Work request:
The answer must be every line of the records below that contains the word "roads", copied out.
====== Extracted entries
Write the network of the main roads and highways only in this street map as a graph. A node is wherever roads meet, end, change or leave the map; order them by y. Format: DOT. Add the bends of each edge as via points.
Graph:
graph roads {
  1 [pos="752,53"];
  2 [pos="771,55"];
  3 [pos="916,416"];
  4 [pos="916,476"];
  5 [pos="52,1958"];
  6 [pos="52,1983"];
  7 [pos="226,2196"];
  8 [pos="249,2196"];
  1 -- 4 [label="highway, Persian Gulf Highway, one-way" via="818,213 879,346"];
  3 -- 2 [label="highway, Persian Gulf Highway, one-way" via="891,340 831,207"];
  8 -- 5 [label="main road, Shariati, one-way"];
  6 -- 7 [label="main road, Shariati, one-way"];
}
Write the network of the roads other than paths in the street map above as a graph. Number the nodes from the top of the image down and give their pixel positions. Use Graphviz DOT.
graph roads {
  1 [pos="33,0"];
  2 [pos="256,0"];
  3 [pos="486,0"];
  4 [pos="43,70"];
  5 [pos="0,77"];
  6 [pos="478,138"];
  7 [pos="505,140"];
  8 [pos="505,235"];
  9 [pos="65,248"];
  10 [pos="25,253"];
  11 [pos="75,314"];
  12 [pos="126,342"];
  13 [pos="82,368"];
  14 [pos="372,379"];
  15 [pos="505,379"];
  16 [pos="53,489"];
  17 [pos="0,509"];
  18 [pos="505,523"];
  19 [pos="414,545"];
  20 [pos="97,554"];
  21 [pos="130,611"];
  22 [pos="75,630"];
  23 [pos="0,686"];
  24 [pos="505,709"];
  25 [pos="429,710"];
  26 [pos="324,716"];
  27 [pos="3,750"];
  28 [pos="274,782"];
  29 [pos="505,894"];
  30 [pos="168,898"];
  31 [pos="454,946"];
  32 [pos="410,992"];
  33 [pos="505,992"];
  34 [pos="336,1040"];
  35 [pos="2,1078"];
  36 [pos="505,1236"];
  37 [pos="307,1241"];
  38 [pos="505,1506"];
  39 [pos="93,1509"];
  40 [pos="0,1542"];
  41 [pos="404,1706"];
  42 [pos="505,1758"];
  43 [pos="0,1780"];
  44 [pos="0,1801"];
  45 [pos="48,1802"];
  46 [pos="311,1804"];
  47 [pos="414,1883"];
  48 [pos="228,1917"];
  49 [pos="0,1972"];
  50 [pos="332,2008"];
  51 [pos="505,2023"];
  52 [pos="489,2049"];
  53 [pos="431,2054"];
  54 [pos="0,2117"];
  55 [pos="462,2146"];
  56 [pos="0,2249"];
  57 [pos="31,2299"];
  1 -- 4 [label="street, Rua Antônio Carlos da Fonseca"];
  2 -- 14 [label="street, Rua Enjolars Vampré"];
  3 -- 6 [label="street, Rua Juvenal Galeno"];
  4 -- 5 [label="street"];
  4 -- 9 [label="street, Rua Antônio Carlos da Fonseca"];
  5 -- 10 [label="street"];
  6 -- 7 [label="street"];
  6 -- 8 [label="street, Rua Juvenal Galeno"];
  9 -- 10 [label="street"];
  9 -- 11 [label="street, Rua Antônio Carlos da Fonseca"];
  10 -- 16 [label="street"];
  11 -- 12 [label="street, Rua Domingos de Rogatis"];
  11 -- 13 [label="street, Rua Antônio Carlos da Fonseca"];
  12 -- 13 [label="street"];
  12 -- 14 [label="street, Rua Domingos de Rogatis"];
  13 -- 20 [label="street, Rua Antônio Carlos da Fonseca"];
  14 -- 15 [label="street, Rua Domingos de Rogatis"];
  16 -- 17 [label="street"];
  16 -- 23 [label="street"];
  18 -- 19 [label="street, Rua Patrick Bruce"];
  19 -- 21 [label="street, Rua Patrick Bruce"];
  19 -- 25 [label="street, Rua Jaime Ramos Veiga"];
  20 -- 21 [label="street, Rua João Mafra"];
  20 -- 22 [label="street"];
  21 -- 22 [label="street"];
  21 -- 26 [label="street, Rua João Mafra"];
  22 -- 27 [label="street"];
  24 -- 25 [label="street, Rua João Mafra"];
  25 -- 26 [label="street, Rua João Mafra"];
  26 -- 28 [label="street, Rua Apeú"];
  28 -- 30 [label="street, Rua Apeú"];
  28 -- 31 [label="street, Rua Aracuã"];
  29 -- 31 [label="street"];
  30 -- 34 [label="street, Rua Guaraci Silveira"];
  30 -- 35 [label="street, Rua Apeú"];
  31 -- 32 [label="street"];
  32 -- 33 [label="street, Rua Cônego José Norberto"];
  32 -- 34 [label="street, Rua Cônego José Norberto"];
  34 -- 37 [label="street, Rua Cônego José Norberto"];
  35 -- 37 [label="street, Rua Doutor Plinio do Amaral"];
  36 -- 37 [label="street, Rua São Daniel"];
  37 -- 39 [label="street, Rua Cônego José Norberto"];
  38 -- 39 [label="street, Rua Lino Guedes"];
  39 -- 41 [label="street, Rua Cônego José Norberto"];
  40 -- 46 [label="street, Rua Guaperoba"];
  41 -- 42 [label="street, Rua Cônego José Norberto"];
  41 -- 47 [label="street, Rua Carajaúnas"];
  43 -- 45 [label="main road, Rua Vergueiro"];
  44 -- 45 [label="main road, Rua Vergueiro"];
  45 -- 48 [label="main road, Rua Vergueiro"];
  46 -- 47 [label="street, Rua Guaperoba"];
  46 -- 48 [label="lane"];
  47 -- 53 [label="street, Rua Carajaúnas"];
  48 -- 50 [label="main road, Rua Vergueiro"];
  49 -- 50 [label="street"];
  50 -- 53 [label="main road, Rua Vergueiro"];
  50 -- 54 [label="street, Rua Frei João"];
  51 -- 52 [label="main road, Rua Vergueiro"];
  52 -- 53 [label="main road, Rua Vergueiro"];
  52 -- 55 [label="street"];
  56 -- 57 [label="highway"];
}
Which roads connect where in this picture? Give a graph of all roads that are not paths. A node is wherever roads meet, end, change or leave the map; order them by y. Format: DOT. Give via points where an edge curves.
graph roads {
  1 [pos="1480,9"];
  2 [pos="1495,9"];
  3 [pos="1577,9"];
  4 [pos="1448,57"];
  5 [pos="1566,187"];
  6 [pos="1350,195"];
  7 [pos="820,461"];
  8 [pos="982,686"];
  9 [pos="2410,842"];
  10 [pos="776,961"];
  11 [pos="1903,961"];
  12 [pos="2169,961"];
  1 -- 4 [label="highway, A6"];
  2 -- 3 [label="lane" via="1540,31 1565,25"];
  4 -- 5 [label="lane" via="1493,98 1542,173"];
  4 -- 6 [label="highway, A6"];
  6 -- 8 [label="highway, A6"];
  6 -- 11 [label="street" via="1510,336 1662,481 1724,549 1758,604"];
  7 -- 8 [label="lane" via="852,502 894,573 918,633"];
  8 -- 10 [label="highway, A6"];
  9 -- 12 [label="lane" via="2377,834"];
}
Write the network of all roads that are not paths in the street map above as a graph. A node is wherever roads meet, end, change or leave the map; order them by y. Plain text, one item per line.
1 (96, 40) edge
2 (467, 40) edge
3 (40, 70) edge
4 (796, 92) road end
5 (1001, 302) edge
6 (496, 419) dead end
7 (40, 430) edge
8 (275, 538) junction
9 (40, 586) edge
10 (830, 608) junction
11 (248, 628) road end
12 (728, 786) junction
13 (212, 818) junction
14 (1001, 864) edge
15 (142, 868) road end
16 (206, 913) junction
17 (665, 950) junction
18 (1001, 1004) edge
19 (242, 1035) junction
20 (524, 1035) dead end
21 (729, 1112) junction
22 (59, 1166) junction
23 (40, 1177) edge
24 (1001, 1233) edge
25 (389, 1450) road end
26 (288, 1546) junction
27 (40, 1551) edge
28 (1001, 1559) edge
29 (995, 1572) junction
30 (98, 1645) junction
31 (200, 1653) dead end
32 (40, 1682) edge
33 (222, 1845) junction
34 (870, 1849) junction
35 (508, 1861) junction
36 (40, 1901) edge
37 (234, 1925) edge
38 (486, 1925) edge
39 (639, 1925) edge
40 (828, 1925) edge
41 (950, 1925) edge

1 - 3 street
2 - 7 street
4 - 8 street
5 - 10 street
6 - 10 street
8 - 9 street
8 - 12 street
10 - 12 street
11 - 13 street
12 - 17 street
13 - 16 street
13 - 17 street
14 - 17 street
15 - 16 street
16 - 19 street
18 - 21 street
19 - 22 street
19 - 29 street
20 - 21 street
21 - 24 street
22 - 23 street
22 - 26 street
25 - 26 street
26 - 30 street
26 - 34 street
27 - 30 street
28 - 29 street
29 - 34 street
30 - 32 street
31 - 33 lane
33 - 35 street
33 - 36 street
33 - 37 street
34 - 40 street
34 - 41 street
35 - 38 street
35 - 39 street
============
Answer section:
Write the network of the main roads and highways only in this street map as a graph. A node is wherever roads meet, end, change or leave the map; order them by y. Format: DOT. Add the bends of each edge as via points.
graph roads {
Write the network of the roads other than paths in the street map above as a graph. Number the nodes from the top of the image down and give their pixel positions. Use Graphviz DOT.
graph roads {
Which roads connect where in this picture? Give a graph of all roads that are not paths. A node is wherever roads meet, end, change or leave the map; order them by y. Format: DOT. Give via points where an edge curves.
graph roads {
Write the network of all roads that are not paths in the street map above as a graph. A node is wherever roads meet, end, change or leave the map; order them by y. Plain text, one item per line.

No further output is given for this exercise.